Make an exact copy of the records, omitting all images.

Top of Given data

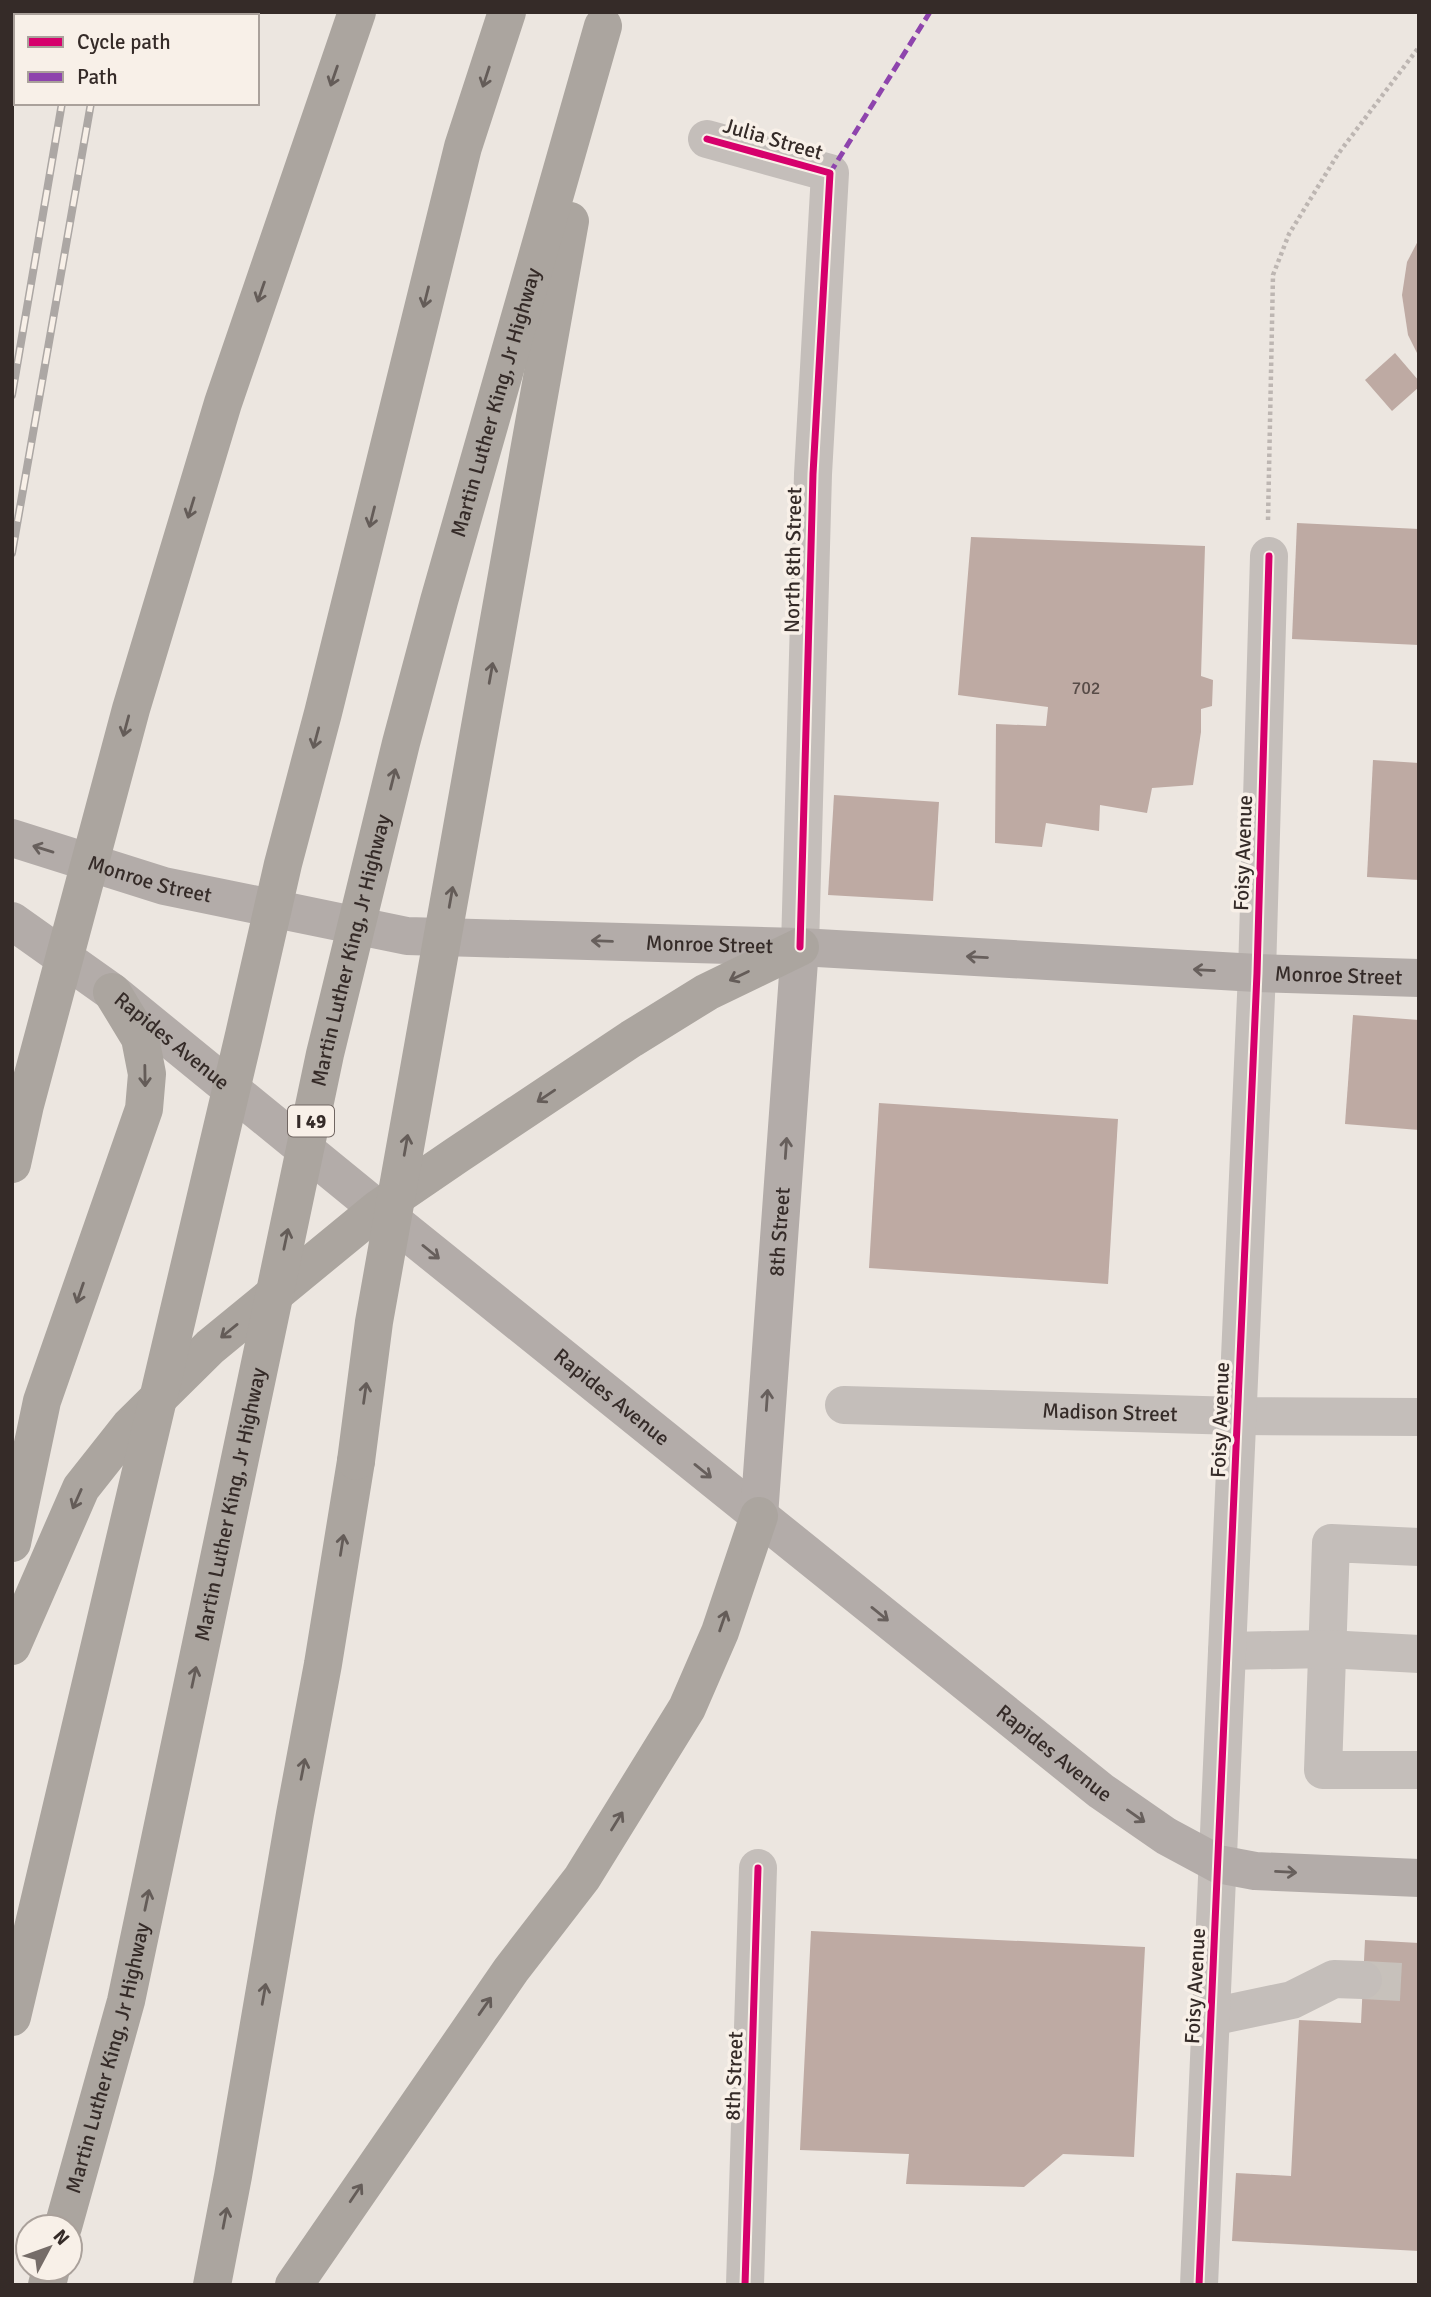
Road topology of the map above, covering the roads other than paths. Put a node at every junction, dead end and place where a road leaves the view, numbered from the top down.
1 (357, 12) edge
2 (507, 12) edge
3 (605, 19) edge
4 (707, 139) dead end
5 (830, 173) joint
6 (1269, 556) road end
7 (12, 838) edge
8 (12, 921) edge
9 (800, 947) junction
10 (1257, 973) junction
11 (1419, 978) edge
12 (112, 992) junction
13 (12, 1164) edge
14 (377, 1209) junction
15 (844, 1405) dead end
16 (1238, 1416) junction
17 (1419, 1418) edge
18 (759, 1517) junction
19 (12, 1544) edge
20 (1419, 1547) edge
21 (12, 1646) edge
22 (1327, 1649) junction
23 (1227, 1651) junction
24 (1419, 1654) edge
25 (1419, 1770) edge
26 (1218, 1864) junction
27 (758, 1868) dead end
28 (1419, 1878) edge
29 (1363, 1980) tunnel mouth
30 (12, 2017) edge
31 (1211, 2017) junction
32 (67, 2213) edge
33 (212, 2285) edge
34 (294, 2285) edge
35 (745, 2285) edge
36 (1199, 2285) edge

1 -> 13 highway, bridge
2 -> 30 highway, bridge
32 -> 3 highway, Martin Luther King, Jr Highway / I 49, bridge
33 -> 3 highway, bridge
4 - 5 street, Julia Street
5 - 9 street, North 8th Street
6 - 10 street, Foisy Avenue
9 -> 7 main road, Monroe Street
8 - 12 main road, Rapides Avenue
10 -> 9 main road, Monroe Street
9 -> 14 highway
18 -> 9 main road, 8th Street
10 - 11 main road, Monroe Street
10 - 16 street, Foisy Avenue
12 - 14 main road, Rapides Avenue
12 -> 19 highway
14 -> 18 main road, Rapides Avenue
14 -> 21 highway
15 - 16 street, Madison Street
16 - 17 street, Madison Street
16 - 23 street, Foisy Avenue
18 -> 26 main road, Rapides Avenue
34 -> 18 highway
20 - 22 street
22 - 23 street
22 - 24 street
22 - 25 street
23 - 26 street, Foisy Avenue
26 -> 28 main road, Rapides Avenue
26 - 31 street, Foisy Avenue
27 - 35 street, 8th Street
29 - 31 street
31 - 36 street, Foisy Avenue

Bottom of Given data

**Solution**
Road topology of the map above, covering the roads other than paths. Put a node at every junction, dead end and place where a road leaves the view, numbered from the top down.
1 (357, 12) edge
2 (507, 12) edge
3 (605, 19) edge
4 (707, 139) dead end
5 (830, 173) joint
6 (1269, 556) road end
7 (12, 838) edge
8 (12, 921) edge
9 (800, 947) junction
10 (1257, 973) junction
11 (1419, 978) edge
12 (112, 992) junction
13 (12, 1164) edge
14 (377, 1209) junction
15 (844, 1405) dead end
16 (1238, 1416) junction
17 (1419, 1418) edge
18 (759, 1517) junction
19 (12, 1544) edge
20 (1419, 1547) edge
21 (12, 1646) edge
22 (1327, 1649) junction
23 (1227, 1651) junction
24 (1419, 1654) edge
25 (1419, 1770) edge
26 (1218, 1864) junction
27 (758, 1868) dead end
28 (1419, 1878) edge
29 (1363, 1980) tunnel mouth
30 (12, 2017) edge
31 (1211, 2017) junction
32 (67, 2213) edge
33 (212, 2285) edge
34 (294, 2285) edge
35 (745, 2285) edge
36 (1199, 2285) edge

1 -> 13 highway, bridge
2 -> 30 highway, bridge
32 -> 3 highway, Martin Luther King, Jr Highway / I 49, bridge
33 -> 3 highway, bridge
4 - 5 street, Julia Street
5 - 9 street, North 8th Street
6 - 10 street, Foisy Avenue
9 -> 7 main road, Monroe Street
8 - 12 main road, Rapides Avenue
10 -> 9 main road, Monroe Street
9 -> 14 highway
18 -> 9 main road, 8th Street
10 - 11 main road, Monroe Street
10 - 16 street, Foisy Avenue
12 - 14 main road, Rapides Avenue
12 -> 19 highway
14 -> 18 main road, Rapides Avenue
14 -> 21 highway
15 - 16 street, Madison Street
16 - 17 street, Madison Street
16 - 23 street, Foisy Avenue
18 -> 26 main road, Rapides Avenue
34 -> 18 highway
20 - 22 street
22 - 23 street
22 - 24 street
22 - 25 street
23 - 26 street, Foisy Avenue
26 -> 28 main road, Rapides Avenue
26 - 31 street, Foisy Avenue
27 - 35 street, 8th Street
29 - 31 street
31 - 36 street, Foisy Avenue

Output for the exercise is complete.